Tuesday, October 20, 2009

Ryouzanpaku Master Workout #3- Ma

This workout is based on HSDK's Kung Fu master Ma Kensei, the master of all Chinese Kung Fu. He's small, but quick and extremely powerful. This training is taken from the training in the Shaolin Temple and from the anime. Remember to read the notes at the bottom.

  1. 5 Minute Light Jog
  2. 2 Minute Split Stretching
  3. 20 Minutes- Hill or Stair Sprints, Bear Crawl Down (as many sets as possible)
4-6 Hours Later:
  1. 2 Mile Run
  2. Tiger Push-ups- 5 Minutes
  3. Deep Horse Stance- 10 Minutes
  4. Iron Palm Bag- 100 Strikes each side (25 each palm slap, back hand slap, knife hand, punch)
  5. 100 Lunge Steps
  6. Heavy Bag Work- 10 Minutes
  7. 5 Minutes Three Star Training (with partner or pole)
  8. Fingertip Push-ups- 5 Minutes
  9. Practice Headstand for 10 Minutes
  10. Practice Jumping (as high as you can) for 10 Minutes
  11. 50 Horse Stance Punches
  12. 50 Kicks (your choice)
  • After your normal warm-up, the morning will start with a light jog, stretching, and HILL SPRINTS. Not just that, but you have to bear crawl down the hill. To bear crawl, you are moving on all fours, with your butt in the air. Have fun! :D
  • On your 2 mile run, go as fast as you can. When you can do 2 miles in 12 minutes, add a 1lb ankle weight to each leg.

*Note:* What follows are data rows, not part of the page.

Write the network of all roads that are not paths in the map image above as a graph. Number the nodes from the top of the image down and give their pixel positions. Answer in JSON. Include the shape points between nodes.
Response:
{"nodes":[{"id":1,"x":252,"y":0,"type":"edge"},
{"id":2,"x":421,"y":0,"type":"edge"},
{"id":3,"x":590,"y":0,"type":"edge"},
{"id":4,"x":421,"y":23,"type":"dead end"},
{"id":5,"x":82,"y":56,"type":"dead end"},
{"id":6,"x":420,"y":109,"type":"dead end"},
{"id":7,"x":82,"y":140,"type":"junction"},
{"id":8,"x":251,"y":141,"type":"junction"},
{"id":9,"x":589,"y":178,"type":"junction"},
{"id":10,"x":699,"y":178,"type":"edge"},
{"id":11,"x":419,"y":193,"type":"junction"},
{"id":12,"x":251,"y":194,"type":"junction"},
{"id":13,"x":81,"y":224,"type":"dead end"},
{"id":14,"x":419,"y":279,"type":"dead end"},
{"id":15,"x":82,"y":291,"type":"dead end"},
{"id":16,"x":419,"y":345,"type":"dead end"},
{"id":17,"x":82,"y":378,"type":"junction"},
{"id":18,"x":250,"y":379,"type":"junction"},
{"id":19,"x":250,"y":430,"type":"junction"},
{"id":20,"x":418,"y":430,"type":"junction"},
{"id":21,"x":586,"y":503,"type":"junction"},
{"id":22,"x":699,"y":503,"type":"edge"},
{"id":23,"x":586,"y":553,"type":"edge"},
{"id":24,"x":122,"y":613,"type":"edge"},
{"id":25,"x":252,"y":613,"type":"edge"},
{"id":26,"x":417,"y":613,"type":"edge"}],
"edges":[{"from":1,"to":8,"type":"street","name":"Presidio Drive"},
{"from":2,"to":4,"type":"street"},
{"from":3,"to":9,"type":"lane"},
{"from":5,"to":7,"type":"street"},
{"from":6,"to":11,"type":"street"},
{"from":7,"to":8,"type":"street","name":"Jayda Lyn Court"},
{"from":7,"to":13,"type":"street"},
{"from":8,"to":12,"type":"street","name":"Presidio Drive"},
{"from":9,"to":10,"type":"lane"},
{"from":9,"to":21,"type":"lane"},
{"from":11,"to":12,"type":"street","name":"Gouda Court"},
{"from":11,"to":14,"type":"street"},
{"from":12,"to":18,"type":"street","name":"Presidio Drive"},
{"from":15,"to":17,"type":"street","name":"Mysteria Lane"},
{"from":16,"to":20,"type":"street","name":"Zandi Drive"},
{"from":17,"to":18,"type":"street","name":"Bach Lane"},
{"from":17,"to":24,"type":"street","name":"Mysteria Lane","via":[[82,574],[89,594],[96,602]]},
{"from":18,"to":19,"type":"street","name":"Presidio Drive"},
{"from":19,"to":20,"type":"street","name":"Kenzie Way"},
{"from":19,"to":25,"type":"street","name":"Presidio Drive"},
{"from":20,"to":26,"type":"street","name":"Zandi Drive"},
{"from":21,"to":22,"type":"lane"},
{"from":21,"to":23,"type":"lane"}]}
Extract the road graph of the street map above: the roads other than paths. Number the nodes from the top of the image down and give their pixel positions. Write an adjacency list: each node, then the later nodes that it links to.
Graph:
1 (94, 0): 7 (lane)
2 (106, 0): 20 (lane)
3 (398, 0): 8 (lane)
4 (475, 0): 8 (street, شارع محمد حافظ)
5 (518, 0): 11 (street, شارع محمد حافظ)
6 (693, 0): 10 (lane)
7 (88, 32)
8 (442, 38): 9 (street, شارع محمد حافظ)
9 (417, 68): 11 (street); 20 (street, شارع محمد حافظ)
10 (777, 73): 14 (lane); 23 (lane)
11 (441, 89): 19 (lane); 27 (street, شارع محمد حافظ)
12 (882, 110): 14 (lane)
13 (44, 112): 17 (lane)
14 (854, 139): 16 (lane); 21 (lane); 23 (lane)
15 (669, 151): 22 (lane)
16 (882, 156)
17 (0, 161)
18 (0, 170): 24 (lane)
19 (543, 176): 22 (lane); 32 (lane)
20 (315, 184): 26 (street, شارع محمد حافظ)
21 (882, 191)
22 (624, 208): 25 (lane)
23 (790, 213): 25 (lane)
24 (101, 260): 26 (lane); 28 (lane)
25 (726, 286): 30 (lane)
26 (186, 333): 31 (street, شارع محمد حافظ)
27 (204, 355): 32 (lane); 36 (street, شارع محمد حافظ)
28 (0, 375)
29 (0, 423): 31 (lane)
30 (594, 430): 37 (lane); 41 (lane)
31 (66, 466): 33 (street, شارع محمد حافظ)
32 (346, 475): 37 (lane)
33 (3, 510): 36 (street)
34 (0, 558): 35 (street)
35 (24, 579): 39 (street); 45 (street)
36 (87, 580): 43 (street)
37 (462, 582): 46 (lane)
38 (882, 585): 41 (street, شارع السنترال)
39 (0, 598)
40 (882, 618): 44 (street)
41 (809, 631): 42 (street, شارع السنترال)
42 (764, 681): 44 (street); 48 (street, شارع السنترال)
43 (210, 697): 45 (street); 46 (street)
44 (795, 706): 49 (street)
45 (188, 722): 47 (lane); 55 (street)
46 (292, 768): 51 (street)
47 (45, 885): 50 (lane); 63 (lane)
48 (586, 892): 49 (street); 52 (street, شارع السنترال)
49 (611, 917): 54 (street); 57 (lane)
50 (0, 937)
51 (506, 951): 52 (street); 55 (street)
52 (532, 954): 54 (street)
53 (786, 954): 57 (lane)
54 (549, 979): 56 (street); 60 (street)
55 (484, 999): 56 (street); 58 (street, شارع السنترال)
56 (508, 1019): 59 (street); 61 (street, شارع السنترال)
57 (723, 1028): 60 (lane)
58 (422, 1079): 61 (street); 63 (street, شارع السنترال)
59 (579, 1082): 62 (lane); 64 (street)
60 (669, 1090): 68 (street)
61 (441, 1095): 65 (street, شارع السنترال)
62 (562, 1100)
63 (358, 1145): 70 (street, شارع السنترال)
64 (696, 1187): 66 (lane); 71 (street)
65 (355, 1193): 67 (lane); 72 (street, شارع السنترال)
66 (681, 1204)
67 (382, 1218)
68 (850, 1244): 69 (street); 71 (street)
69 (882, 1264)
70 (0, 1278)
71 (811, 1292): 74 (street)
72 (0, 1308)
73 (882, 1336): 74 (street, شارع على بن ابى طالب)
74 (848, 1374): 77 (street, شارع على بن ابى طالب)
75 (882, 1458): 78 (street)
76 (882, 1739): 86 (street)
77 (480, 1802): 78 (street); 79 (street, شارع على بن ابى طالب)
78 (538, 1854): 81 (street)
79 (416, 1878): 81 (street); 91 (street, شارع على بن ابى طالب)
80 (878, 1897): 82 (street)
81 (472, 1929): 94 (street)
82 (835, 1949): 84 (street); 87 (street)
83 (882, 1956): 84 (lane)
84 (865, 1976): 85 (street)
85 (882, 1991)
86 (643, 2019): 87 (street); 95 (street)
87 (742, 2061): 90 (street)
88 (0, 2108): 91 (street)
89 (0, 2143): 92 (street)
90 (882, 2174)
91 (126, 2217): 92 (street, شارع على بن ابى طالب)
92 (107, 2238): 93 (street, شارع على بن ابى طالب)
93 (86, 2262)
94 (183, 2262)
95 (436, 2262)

Add 1 lb every time you get your time down to 12 minutes.
  • For Tiger Push-ups, spread your feet about one and a half times your shoulder width (it can be a little wider if you want), bend at the waist, put your hands on the ground, and push back on your hands with your back as straight as possible. Now, go up on your fingertips. This is your starting position. As you go down, sweep your chest right above the ground, press up, and you should be looking at the ceiling at the top of the movement, with your hips just above the ground. To go back to start, push back on your hands. Don't go back through the same motion for the start.
  • Your horse stance should be deep, so that means your stance is going to be wider than the other horse stance I talked about once before AND you'll need to turn your toes out slightly in order to spare your knees from damage. How deep? Ideally, the tops of your thighs should be parallel with the ground. When you are in the horse stance, hold your arms out at shoulder height, palms facing out, pointer-finger up, with the other fingers folded at the middle knuckle and your thumb should be out at about 45 degrees from your hand and the hands should be held tightly in this position. When you can hold this stance for 10 minutes straight, you may place a 10lb barbell on your thighs as you do it. After you can hold it from there, you may add 1lb/arm each time you get to 10 minutes. You may also use this deep form horse stance in all of your other training if you like.
  • We've spoken of the Iron Palm Bag, the Lunge Steps, and Bag Work before. However, when you can do 100 Lunge Steps without stopping, add another 100.
  • For Three Star Training, get into a horse stance (doesn't have to be low) and with one arm chambered at your waist, swing the other arm from outside to inside, striking the pole or your partner's forearm with the inside of your own forearm. Then, with the same arm, swing your forearm up, palm facing in, and strike the pole or your partner's forearm with the inside of your own forearm in a Middle Block. From there, swing the arm down into a Low Block, striking the pole or your partner's forearm with the outside of your own forearm. Execute with other side. Rest if pain becomes to much. Apply dit da jow if available.
  • We've covered fingertip push-ups.
  • For the headstand, use a wall or a partner as a spotter. Practice getting to the time limit with your hands as support at first. Use a piece of foam or a towel, so your head has something to rest against. Pause as is necessary for this exercise and stop if there is real pain.
  • When you practice jumping, make sure you lift your legs as high as you can at the top of the jump.
  • We've covered horse stance punches before.
  • You may throw any kicks you like at the end. Front, side, back, roundhouse, spin kicks, flying kicks-- I don't care, just kick!
This workout is slightly different than the other two master workouts. There are less explosive movements, but it's just as hard. That's all for today. Good luck and train hard!